[MDEV-12354] MariaDB CONNECT CSV (Zipped Tables) Created: 2017-03-24  Updated: 2017-05-22  Resolved: 2017-05-11

Status: Closed
Project: MariaDB Server
Component/s: Storage Engine - Connect
Affects Version/s: 10.1.22
Fix Version/s: 10.1.24, 10.0.31, 10.2.6, 10.3.1

Type: Bug Priority: Critical
Reporter: Juan Telleria Assignee: Olivier Bertrand
Resolution: Fixed Votes: 0
Labels: None
Environment:

Windows


Attachments: Text File P700-error.log     Text File error log.log    
Issue Links:
Relates
relates to MDEV-11295 CONNECT Storage Engine - ZIP Engine Closed

 Description   

When using MULTIPLE=1 for importing 566 CSV Zipped Files, of 1000 rows each one, my Server ShutsDown.
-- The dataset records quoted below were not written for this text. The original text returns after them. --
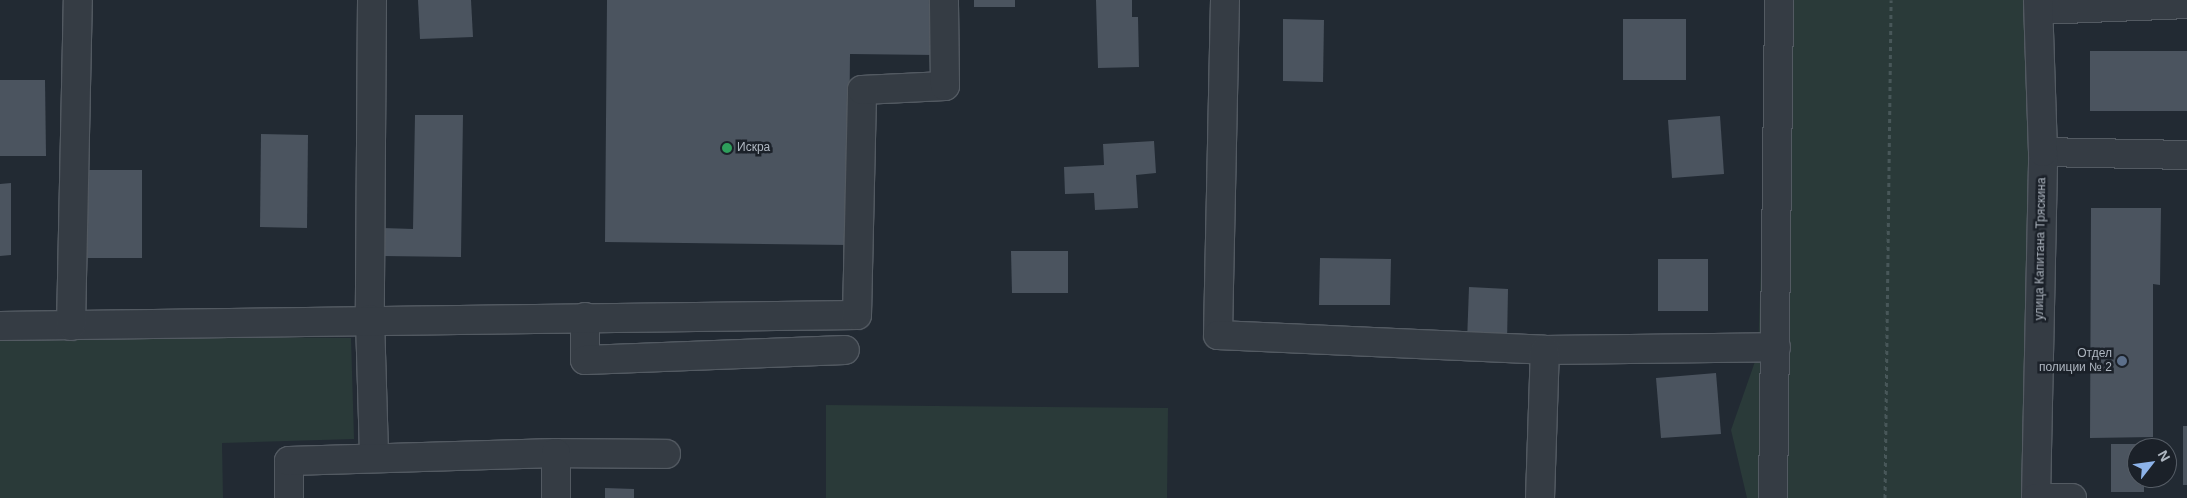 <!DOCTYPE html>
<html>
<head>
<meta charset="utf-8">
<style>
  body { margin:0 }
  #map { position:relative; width:2187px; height:498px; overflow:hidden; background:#222a33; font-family:Helvetica,sans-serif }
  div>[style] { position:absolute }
  .green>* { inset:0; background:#2a3a39 }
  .building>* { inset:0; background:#4b545f }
  .path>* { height:3px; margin-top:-1.5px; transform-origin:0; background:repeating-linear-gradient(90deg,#485759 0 4px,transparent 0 8px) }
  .roads { filter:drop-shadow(1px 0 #535a62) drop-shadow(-1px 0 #535a62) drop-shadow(0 1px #535a62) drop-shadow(0 -1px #535a62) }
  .minor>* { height:28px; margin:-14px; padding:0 14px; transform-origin:14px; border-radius:14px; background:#353c44 }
  .dots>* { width:14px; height:14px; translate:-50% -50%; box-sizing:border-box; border:2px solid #1b2129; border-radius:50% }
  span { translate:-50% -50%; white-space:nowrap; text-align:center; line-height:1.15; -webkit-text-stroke:5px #1b2129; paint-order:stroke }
  .poi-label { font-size:12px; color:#afb7c1 }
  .left { translate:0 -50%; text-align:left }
  .right { translate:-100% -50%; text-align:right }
  .street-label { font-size:12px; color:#afb7c1 }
  .north { position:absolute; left:2127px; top:438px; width:50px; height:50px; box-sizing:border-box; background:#1b2129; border:1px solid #565d66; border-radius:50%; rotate:60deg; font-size:14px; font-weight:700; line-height:20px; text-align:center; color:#afb7c1 }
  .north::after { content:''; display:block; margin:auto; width:18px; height:22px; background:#8db3e9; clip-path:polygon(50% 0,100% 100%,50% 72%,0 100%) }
</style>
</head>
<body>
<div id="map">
  <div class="green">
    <i style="clip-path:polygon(1770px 0,2031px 0,2029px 498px,1747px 498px,1731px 430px,1758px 353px)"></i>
    <i style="clip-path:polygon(0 334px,351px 338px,354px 439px,222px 443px,223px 498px,0 498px)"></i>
    <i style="clip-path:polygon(826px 405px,1168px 408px,1167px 498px,826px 498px)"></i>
  </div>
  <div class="building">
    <i style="clip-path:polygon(418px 0,471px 0,473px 37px,420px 39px)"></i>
    <i style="clip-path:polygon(607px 0,935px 0,934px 55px,850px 54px,848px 245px,605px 242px)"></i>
    <i style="clip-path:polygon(974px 0,1015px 0,1015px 7px,974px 7px)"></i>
    <i style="clip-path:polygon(1096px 0,1132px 0,1132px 17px,1138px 17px,1139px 67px,1098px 68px)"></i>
    <i style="clip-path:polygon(1283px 19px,1324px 20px,1323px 82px,1283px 81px)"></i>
    <i style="clip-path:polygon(1623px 19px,1686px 19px,1686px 80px,1623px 80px)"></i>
    <i style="clip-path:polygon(2090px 51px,2187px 51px,2187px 111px,2090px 111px)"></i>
    <i style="clip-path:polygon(0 80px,45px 80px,46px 156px,0 156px)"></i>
    <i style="clip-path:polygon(415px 115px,463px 115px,461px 257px,383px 256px,383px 228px,413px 229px)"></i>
    <i style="clip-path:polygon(1720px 116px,1724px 174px,1672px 178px,1668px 120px)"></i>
    <i style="clip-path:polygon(261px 134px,308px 135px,307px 228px,260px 227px)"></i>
    <i style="clip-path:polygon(1154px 141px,1156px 173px,1136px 175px,1138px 208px,1095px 210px,1094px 193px,1065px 194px,1064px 167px,1104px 165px,1103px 144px)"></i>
    <i style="clip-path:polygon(88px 170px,142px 170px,142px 258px,87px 258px)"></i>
    <i style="clip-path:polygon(11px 183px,11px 255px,0 256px,0 184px)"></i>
    <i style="clip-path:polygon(2091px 208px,2161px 208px,2160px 285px,2153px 284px,2153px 437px,2090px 438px)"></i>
    <i style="clip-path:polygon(1011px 251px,1068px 251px,1068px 293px,1012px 293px)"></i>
    <i style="clip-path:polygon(1320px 258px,1391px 259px,1390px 305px,1319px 305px)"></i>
    <i style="clip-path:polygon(1658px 259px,1708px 259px,1708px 311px,1658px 311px)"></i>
    <i style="clip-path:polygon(1469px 287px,1508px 289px,1507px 343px,1467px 342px)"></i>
    <i style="clip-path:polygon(1716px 373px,1721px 434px,1661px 438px,1656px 378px)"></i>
    <i style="clip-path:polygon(2183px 426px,2187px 426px,2187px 485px,2183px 485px)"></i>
    <i style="clip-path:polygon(2111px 444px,2144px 444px,2144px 448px,2137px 448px,2137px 478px,2144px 478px,2144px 492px,2111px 492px)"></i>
    <i style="clip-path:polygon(605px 488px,634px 489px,634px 498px,605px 498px)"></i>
  </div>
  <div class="path">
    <i style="left:1885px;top:498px;width:498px;rotate:-89.3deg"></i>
  </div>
  <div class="roads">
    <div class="minor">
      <i style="left:372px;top:0;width:319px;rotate:90.4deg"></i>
      <i style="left:370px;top:319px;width:138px;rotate:88.3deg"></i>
      <i style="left:1225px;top:0;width:335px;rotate:91.2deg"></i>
      <i style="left:1218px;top:335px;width:327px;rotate:2.6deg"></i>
      <i style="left:1545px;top:350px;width:231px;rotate:-0.7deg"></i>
      <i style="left:2039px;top:10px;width:148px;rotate:-2.3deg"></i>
      <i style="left:2043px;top:152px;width:144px;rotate:1.2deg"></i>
      <i style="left:585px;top:317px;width:43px;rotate:90deg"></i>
      <i style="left:585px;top:360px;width:260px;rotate:-2.2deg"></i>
      <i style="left:0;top:326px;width:857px;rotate:-0.74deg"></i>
      <i style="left:857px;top:315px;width:225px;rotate:-88.7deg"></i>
      <i style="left:862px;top:90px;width:83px;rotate:-2.8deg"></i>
      <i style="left:945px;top:86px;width:86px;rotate:-90.7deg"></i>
      <i style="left:71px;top:326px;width:326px;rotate:-88.8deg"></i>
      <i style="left:556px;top:453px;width:110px;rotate:0.5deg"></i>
      <i style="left:289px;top:498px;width:37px;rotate:-90deg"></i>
      <i style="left:289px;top:461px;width:267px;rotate:-1.7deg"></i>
      <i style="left:556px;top:453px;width:45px;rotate:90deg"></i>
      <i style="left:1540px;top:498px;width:148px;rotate:-88.1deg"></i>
      <i style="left:1773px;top:498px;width:498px;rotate:-89.3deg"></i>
      <i style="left:2036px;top:498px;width:346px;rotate:-88.8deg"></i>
      <i style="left:2043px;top:152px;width:152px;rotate:-91.9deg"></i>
      <i style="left:2036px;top:498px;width:36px"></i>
    </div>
  </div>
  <div class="dots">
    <i style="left:727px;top:148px;background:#2e9e5b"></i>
    <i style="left:2122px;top:361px;background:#5c6f8a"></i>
  </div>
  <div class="poi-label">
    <span class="left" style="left:737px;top:148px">Искра</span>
    <span class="right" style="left:2112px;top:361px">Отдел<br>полиции № 2</span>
  </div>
  <div class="street-label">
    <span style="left:2041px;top:249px;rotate:-89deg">улица Капитана Тряскина</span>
  </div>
  <div class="north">N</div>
</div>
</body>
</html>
My CREATE TABLE is as follows:

CREATE TABLE dispoin.t_CONNECT_CSV_Zipped_DISPOIN_Server
(
  `SCADA` VARCHAR(25) DEFAULT NULL,
  `TAG` VARCHAR(25) DEFAULT NULL,
  `ID_del_AEG` VARCHAR(25) DEFAULT NULL,
  `Descripcion` VARCHAR(255) DEFAULT NULL,
  `Time_ON` VARCHAR(19) DEFAULT NULL,
  `Time_OFF` VARCHAR(19) DEFAULT NULL,
  `Delta_Time` VARCHAR(19) DEFAULT NULL,
  `Comentario` VARCHAR(255) DEFAULT NULL,
  `Es_Alarma` VARCHAR(5) DEFAULT NULL,
  `Es_Ultima` VARCHAR(5) DEFAULT NULL,
  `Comentarios` VARCHAR(255) DEFAULT NULL
)
  ENGINE = CONNECT
  TABLE_TYPE = CSV
  FILE_NAME='//srvdiscsv/data/2017-03-23/*AL*.zip'
  HEADER=NO
  SEP_CHAR=';'
  MULTIPLE=1
  ZIPPED=YES
  READONLY=YES
  OPTION_LIST='maxerr=10000';

In the same folder. For 1 single CSV ZIP file, same format (MULTIPLE=NO) works perfect.

ERROR LOG
Thread pointer: 0x1e611018
Attempting backtrace. You can use the following information to find out
where mysqld died. If you see no messages after this, something went
terribly wrong...
ha_connect.dll!MAPFAM::ReadBuffer()[filamap.cpp:365]
ha_connect.dll!TDBCSV::ReadBuffer()[tabfmt.cpp:906]
ha_connect.dll!TDBMUL::ReadDB()[tabmul.cpp:520]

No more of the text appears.